Maryland has one of the highest readmission rates in the country. Our program addresses the 5 most prevalent conditions and procedures that have resulted in readmissions in the Baltimore community.
HealthCare Access Maryland (HCAM) is dedicated to ensuring that all Marylanders have equal access to health care and services. Each year, HCAM serves more than 125,000 Marylanders, including children, pregnant women, parents, childless adults, immigrants, homeless people, youth in foster care, people with substance use disorders, individuals recently released from jail, and many others.
HCAM’s pilot program focuses on creating post-discharge patient-centered “health neighborhoods” that addresses both medical and healthcare related needs by engaging discharged patients with health tips and reminders, targeted chronic condition education, and local outpatient healthcare resources, to help ensure the best possible outcomes and to reduce readmissions.

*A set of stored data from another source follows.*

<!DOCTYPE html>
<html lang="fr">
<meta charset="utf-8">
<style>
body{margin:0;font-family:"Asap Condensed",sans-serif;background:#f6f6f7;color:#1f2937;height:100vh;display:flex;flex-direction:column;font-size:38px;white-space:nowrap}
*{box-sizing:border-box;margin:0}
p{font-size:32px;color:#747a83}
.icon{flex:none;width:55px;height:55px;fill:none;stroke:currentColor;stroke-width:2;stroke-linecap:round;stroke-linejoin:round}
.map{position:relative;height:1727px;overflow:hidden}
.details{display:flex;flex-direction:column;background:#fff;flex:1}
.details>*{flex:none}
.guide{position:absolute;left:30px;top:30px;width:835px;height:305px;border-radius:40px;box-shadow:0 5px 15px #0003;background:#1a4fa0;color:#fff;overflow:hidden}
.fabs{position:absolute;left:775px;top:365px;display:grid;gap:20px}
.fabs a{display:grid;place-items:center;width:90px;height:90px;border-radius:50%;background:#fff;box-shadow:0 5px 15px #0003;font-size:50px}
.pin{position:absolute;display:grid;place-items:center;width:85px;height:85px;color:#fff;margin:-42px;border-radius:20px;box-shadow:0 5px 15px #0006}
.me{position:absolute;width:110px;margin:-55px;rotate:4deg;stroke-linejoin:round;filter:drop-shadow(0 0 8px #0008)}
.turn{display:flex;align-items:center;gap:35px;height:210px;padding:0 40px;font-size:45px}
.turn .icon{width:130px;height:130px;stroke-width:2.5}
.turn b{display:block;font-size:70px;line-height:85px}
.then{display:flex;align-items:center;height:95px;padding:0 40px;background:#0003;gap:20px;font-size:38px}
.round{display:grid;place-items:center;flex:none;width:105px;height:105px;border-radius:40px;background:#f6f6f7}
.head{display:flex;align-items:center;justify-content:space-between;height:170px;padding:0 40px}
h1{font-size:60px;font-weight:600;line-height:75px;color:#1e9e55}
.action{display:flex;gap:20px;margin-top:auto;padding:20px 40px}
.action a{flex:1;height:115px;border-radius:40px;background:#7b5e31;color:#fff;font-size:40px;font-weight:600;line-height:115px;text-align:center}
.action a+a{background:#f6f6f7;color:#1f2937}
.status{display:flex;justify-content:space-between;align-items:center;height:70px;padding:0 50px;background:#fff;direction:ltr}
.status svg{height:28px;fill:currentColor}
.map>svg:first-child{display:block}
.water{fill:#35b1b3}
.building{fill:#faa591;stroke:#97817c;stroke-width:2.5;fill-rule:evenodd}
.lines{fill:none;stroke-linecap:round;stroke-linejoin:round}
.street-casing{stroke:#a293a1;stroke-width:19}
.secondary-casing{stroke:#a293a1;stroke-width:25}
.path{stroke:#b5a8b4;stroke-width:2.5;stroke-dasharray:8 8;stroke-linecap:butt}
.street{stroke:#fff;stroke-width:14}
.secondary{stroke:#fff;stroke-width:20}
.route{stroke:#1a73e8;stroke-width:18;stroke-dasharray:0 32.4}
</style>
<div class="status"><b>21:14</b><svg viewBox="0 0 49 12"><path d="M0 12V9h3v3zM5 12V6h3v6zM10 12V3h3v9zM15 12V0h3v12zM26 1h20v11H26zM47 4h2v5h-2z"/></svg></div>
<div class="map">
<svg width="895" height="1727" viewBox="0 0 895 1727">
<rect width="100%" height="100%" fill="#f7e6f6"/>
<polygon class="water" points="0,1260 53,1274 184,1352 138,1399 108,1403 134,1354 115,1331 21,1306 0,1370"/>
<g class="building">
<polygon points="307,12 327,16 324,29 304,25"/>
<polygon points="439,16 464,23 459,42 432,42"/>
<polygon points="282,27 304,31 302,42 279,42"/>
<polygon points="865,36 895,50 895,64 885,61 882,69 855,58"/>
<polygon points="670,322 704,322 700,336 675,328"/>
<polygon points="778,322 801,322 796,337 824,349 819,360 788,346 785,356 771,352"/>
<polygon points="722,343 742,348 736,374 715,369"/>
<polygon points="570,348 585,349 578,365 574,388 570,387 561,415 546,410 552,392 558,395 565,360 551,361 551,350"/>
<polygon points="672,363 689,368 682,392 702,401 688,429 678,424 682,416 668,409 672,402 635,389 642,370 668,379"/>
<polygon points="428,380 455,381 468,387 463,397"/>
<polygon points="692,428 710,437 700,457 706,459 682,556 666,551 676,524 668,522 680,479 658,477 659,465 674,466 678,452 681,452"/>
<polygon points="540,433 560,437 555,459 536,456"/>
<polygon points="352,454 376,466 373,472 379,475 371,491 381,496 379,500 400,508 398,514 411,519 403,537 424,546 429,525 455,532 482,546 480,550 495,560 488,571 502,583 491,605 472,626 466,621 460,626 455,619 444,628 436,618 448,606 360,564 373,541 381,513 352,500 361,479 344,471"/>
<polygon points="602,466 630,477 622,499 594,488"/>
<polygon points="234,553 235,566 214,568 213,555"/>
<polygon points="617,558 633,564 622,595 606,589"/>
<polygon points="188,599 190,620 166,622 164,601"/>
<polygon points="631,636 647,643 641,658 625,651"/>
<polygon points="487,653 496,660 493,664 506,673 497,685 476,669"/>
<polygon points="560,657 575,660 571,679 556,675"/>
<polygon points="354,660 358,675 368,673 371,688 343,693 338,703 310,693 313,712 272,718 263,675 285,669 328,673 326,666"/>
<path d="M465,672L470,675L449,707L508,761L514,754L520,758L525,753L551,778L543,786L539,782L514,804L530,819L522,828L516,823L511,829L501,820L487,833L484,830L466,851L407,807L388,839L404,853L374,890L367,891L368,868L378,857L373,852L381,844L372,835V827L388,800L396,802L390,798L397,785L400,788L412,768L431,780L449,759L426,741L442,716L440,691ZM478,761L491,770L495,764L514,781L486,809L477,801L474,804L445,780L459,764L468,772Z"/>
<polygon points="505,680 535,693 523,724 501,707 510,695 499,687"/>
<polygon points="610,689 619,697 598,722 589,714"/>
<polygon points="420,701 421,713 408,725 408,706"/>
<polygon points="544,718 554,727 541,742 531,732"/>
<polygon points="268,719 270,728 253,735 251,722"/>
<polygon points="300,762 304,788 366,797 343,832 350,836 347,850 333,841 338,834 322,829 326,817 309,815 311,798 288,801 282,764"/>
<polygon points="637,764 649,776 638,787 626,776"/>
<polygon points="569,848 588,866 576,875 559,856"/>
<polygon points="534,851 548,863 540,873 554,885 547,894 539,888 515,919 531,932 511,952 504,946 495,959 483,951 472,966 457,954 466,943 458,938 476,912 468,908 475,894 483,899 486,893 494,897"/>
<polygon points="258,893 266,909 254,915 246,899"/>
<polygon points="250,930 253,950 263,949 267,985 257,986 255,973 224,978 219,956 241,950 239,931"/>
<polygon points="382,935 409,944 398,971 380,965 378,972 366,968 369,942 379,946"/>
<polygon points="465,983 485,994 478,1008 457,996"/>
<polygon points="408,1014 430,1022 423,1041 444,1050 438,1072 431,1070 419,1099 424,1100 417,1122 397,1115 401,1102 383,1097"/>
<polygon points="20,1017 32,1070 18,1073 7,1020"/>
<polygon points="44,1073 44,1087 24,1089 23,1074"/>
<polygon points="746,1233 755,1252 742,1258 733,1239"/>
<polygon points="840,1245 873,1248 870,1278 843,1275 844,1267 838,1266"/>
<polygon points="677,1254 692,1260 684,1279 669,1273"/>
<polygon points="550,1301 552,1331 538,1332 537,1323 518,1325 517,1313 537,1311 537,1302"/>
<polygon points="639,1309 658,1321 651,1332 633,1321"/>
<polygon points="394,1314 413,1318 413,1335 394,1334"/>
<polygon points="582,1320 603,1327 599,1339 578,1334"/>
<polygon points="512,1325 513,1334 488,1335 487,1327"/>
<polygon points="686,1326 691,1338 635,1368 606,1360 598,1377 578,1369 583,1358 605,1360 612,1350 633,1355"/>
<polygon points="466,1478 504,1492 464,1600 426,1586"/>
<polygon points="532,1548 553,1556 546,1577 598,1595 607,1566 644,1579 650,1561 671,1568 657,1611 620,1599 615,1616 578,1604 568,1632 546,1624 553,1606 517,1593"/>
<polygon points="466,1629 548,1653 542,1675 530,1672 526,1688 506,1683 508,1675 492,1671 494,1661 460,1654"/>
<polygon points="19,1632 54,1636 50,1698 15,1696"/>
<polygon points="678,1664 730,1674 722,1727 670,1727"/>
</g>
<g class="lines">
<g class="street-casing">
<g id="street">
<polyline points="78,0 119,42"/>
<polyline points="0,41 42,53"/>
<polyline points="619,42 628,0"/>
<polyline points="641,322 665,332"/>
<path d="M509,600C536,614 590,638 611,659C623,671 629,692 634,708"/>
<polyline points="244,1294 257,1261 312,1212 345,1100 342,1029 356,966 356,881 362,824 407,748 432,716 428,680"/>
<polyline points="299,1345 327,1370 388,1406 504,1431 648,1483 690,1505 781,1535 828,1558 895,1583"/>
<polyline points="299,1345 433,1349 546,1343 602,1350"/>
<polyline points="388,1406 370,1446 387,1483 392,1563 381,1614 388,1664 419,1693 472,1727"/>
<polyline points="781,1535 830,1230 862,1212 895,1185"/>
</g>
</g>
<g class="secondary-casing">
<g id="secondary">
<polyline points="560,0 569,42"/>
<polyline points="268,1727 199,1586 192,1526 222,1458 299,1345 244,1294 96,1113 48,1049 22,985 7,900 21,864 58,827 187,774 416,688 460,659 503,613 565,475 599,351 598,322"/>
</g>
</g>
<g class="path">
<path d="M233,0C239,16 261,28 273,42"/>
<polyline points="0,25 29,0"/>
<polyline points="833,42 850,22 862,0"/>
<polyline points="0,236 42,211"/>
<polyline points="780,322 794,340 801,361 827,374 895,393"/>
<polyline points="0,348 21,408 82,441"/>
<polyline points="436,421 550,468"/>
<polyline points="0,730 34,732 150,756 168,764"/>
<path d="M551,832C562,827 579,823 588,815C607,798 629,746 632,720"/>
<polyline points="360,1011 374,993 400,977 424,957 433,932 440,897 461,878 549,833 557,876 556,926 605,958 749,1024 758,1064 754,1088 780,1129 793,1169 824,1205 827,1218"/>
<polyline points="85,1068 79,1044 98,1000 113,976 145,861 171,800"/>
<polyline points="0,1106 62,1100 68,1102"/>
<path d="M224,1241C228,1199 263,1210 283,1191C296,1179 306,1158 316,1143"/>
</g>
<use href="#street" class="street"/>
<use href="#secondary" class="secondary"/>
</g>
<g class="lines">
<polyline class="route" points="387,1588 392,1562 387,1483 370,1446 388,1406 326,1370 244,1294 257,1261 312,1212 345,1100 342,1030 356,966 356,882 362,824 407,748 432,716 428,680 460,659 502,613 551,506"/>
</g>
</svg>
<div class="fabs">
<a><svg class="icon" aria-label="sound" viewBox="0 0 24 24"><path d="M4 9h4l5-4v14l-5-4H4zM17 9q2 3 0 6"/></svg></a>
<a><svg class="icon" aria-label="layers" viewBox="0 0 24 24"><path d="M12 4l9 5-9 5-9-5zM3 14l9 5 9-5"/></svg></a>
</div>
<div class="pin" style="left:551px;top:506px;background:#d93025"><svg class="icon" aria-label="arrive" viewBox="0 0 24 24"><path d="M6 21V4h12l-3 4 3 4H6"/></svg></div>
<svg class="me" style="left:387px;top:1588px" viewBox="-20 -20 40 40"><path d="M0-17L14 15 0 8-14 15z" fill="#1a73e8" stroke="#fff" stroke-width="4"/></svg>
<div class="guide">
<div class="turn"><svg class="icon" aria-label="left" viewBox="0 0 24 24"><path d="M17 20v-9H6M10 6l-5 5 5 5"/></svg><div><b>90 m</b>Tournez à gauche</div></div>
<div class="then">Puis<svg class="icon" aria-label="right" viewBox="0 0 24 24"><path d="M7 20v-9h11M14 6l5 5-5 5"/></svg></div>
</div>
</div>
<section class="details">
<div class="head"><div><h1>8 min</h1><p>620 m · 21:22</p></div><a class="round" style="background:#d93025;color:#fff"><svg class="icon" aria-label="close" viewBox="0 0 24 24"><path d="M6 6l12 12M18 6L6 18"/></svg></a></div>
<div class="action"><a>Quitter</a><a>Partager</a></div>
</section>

Using the GoMo Health Concierge Care® platform and select, condition-specific health content, St. Agnes Hospital looks to reduce readmissions through patient-direct follow up, education and outreach. Discharge Nurses working within the St Agnes Healthcare system enrolls patients at point of discharge, using an online HRA survey developed specifically to support patient health post discharge. Coordination of care in these new patient-centered “Health Neighborhoods” utilized in this pilot, will enable St. Agnes Care Coordinators to motivate, oversee, remind and supervise patients for up to three (3) months post discharge.
GoMo Health has deployed this Concierge Care® Readmission Reduction program for HCAM, consisting primarily of middle age adults having undergone specific procedures and/or with chronic conditions, relating to: Hypertension/Heart Disease, Diabetes, Asthma, and COPD. GoMo Health’s Concierge Care® platform is utilized to enable the St. Agnes Healthcare System to engage their high-risk patients with a post-discharge protocol that immerses them in a health-oriented “neighborhood of care”, upon discharge. Using a custom-developed engagement protocol created specifically for this pilot, St. Agnes Discharge Nurses will integrate program enrollment into their discharge procedures.
The Concierge Care® platform will integrate program-aligned condition-specific multimedia educational content, care regimens, reminders, and available local resources with pre-determined mobile engagement protocols, that may include message stratification (by condition and/or co-morbidities) and HIPAA compliant 2-way live text chat. The platform infrastructure supports the development of program stratification to deliver relevant content to each individual patient, based survey answers at point of enrollment.